The Scope of Enforcement Bureau Investigations Can Be Expansive
The Bureau’s companion Hilton NAL also relates to an investigation of alleged Wi-Fi blocking. However, the Hilton NAL arises from Hilton Worldwide’s alleged obstruction of the Bureau’s investigation by refusing to respond or respond fully to an LOI. This investigation began with a consumer complaint of Wi-Fi blocking at a Hilton-branded hotel in Anaheim, California. The Bureau also noted it received complaints for other locations. In response to the complaints, the Bureau’s investigation sought information on Wi-Fi management practices at all Hilton properties in the United States, not just the one in question – including franchised hotels and properties of all Hilton brands. According to the Hilton NAL, Hilton responded to the LOI through a subsidiary and attempted to narrow the scope of the Bureau’s investigation to the Anaheim location, and a few others it states use the same Wi-Fi management technology. In addition to proposing to fine the company for its alleged inadequate responses, the Bureau also orders Hilton Worldwide to fully respond to the Bureau’s LOI within 30 days, at the risk of further penalties.

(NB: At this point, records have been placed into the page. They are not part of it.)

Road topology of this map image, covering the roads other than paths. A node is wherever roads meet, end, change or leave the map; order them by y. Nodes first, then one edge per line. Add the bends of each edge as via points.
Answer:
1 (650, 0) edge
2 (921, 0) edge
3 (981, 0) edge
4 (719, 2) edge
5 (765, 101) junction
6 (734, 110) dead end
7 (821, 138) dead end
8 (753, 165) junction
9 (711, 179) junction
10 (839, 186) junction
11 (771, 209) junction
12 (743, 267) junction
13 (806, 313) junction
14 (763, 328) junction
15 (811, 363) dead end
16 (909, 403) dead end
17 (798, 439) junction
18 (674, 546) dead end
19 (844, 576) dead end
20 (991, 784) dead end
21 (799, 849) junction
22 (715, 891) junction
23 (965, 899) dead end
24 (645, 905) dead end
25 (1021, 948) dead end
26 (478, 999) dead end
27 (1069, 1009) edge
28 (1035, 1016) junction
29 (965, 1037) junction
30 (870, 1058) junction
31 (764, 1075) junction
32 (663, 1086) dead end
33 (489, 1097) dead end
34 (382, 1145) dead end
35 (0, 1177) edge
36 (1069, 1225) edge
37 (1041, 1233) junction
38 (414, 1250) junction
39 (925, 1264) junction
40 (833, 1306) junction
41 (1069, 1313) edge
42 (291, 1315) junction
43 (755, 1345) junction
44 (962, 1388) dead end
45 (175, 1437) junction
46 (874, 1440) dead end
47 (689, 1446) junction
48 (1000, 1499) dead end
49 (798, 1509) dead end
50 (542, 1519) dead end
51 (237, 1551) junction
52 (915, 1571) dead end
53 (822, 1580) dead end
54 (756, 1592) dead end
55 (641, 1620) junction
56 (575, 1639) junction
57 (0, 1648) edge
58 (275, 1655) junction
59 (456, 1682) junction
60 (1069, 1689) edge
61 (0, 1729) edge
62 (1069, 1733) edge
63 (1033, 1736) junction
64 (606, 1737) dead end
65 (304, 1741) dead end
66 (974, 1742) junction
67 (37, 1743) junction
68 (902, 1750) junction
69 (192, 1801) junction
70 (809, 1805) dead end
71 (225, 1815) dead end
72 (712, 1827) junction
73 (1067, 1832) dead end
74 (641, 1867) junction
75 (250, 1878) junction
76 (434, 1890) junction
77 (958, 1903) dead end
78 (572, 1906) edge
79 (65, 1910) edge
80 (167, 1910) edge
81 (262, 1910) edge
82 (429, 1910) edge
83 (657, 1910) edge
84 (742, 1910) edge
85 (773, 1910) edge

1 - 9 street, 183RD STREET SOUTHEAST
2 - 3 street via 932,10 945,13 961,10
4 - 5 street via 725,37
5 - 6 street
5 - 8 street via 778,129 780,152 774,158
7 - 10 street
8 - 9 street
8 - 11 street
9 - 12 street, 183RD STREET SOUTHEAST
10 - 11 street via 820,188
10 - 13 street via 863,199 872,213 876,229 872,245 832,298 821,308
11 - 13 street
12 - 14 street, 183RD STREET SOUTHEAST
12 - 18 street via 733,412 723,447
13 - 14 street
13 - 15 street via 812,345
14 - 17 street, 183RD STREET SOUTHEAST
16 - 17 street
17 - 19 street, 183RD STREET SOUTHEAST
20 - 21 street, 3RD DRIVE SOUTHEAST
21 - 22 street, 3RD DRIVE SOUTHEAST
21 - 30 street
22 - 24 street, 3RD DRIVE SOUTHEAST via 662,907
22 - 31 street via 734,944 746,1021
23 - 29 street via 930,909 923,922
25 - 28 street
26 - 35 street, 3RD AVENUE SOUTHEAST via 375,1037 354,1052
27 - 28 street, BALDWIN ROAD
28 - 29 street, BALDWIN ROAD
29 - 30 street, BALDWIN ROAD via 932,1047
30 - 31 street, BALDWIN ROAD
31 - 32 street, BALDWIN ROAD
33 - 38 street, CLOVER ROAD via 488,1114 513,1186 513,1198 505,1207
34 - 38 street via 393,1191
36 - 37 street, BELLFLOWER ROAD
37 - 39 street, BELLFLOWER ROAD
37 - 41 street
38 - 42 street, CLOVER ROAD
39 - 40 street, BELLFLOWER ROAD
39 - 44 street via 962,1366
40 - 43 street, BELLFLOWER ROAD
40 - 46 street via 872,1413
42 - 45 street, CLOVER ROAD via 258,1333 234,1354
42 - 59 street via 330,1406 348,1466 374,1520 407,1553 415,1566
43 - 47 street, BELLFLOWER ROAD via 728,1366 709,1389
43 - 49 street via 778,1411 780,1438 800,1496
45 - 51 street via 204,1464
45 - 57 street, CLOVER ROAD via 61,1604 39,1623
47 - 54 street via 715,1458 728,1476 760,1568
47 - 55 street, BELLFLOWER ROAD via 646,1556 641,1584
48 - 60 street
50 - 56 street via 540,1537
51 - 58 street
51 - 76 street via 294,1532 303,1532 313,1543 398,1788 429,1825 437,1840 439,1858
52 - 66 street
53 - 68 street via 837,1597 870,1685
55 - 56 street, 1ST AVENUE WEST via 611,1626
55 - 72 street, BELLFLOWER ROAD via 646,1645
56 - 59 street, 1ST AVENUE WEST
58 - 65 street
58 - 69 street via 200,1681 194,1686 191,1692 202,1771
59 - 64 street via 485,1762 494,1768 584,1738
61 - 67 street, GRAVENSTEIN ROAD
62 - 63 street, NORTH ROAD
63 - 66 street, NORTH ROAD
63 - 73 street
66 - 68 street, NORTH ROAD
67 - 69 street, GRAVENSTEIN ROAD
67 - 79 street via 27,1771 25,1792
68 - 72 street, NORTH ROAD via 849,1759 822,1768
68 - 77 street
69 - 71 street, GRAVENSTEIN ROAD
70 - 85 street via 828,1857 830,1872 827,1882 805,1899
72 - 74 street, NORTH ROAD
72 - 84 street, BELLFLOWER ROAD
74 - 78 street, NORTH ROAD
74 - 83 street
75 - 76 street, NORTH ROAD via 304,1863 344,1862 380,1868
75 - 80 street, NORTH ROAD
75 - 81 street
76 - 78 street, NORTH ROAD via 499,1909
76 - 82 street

The Hilton NAL, which proposes a fine of $25,000 for failure to respond to the LOI, highlights not only the seriousness with which the Commission takes failures or refusals to respond to its LOIs, but underscores potentially important issues regarding the scope of investigations into entities with complicated corporate or franchising structures. While the investigation began because of a single complaint, the focus of its investigation is company-wide and nationwide, extending to entities that may have no more than a franchisee relationship to Hilton. This type of company-wide investigation is not at all uncommon. What is less clear, is how the scope of an investigation should play out with a corporate and operational model like that employed by Hilton. Although a corporate parent can be responsible for the actions of its subsidiaries and agents, the responsibility may be less defined with respect to franchisees or brand licensees. Any companies that are using or considering Wi-Fi management technologies or who have subsidiaries or franchises that may be considering such activities would do well to carefully consider the FCC’s recent NALs and monitor the further course of these two matters.